The economic recession started in Uruguay in 1998 and, following events in Argentina, became a financial crisis in 2002 when a number of banks collapsed. This had a dramatic impact on the standard of living of many families as unemployment rose from 10 to 17 per cent (with less than a fifth entitled to unemployment benefits) and those living in poverty jumped from 18 to 31 per cent between 1998 and 2003. Those living in extreme poverty doubled to reach 2.8 per cent of the population by 2003. The crisis hit those who were unemployed or self employed hardest and household income fell by more than 20 per cent from 1998-2002.
However, the crisis has not had a serious impact on social indicators like health and education, which remain much better than other countries in Latin America. In 2003, 95 per cent of primary school aged children were enrolled and nearly all completed their education. Enrollment in secondary school has also increased, but about half drop out before completion – mostly from poorer families.
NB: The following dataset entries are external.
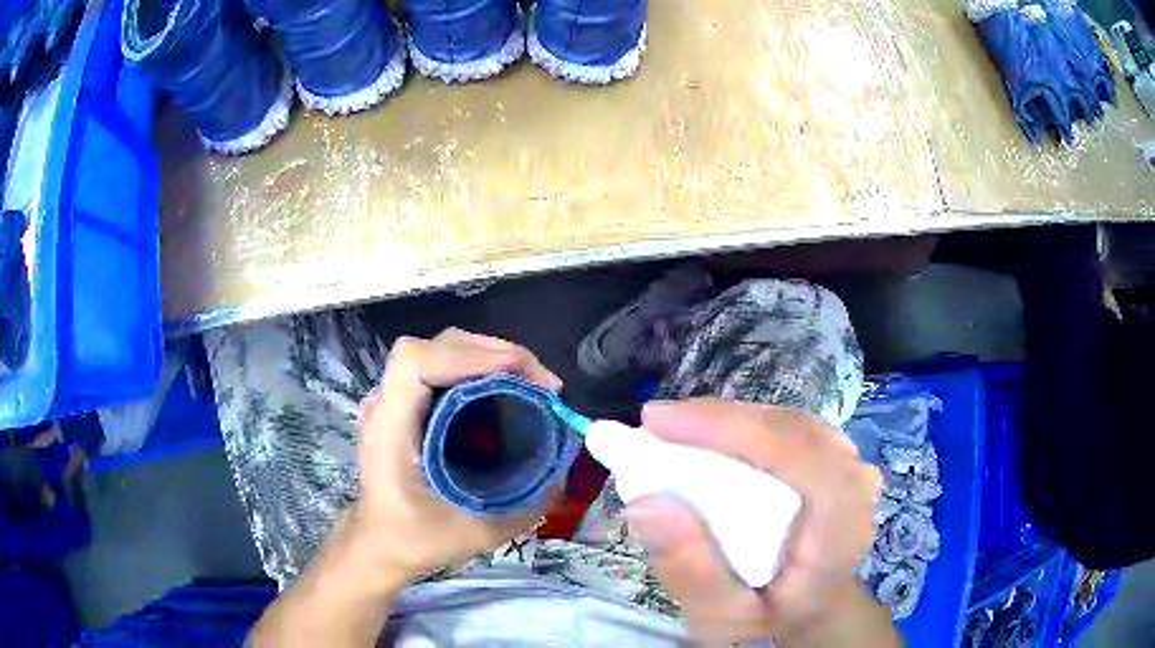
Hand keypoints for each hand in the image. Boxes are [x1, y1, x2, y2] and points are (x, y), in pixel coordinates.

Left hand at [348, 328, 563, 580]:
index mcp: (390, 429)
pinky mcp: (406, 404)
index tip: (517, 373)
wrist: (379, 544)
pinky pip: (442, 366)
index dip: (466, 357)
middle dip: (493, 352)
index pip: (415, 362)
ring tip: (531, 380)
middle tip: (542, 382)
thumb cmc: (414, 540)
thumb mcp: (474, 533)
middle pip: (435, 346)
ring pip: (440, 349)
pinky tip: (505, 387)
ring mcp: (394, 400)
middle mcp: (387, 404)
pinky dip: (479, 366)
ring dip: (489, 355)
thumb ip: (523, 507)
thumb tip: (565, 470)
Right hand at [625, 399, 886, 644]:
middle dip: (718, 421)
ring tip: (674, 431)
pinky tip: (709, 440)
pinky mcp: (834, 457)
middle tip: (655, 425)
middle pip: (788, 430)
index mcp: (840, 527)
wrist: (809, 613)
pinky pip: (787, 428)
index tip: (659, 424)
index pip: (796, 455)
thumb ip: (689, 570)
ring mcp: (849, 465)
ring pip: (786, 422)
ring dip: (728, 422)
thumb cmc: (768, 619)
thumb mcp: (721, 617)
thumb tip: (644, 503)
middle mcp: (855, 484)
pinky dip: (743, 429)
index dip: (728, 429)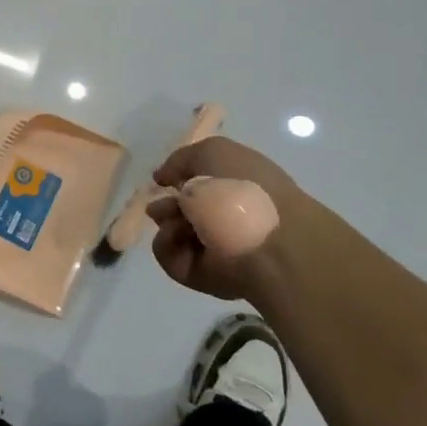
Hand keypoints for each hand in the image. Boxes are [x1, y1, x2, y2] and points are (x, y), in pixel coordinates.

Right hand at [146, 136, 315, 298]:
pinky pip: (170, 257)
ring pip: (173, 232)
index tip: (166, 180)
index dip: (180, 180)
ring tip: (175, 219)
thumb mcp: (213, 151)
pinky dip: (166, 244)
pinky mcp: (201, 275)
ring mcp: (214, 249)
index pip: (202, 186)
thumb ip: (181, 159)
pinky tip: (176, 234)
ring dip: (166, 221)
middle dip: (165, 204)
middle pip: (182, 211)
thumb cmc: (242, 186)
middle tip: (163, 202)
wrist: (263, 238)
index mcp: (238, 189)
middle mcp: (226, 219)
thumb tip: (163, 179)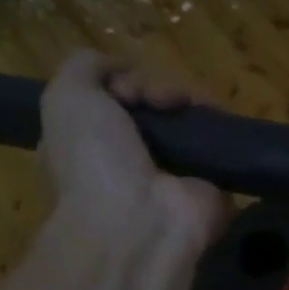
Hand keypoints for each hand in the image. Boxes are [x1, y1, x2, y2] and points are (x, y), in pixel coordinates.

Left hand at [38, 53, 229, 261]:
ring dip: (190, 102)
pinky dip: (222, 126)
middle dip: (157, 90)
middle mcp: (131, 160)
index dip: (119, 82)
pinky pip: (220, 144)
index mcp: (92, 146)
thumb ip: (86, 67)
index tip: (123, 88)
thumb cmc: (94, 161)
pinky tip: (215, 119)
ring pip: (187, 120)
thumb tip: (123, 68)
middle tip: (158, 99)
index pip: (111, 101)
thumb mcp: (66, 97)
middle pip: (153, 106)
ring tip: (189, 106)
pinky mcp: (212, 185)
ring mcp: (174, 173)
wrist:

While Uruguay continues to have one of the most equal income distributions in South America, social exclusion is a problem, particularly for Uruguayans of African descent, the rural poor, young people and women. Domestic violence is a widespread problem with one survey recording that 46 per cent of women married or living with a partner had been subjected to domestic violence in the previous year. Children are most affected by poverty with some 50,000 minors neither working nor studying and more than 50 per cent of those living in poverty being less than 18.
There has been a strong economic recovery in 2004 with GDP growth in double figures and unemployment falling, but this had not fed through to a reduction in poverty levels by the end of 2005.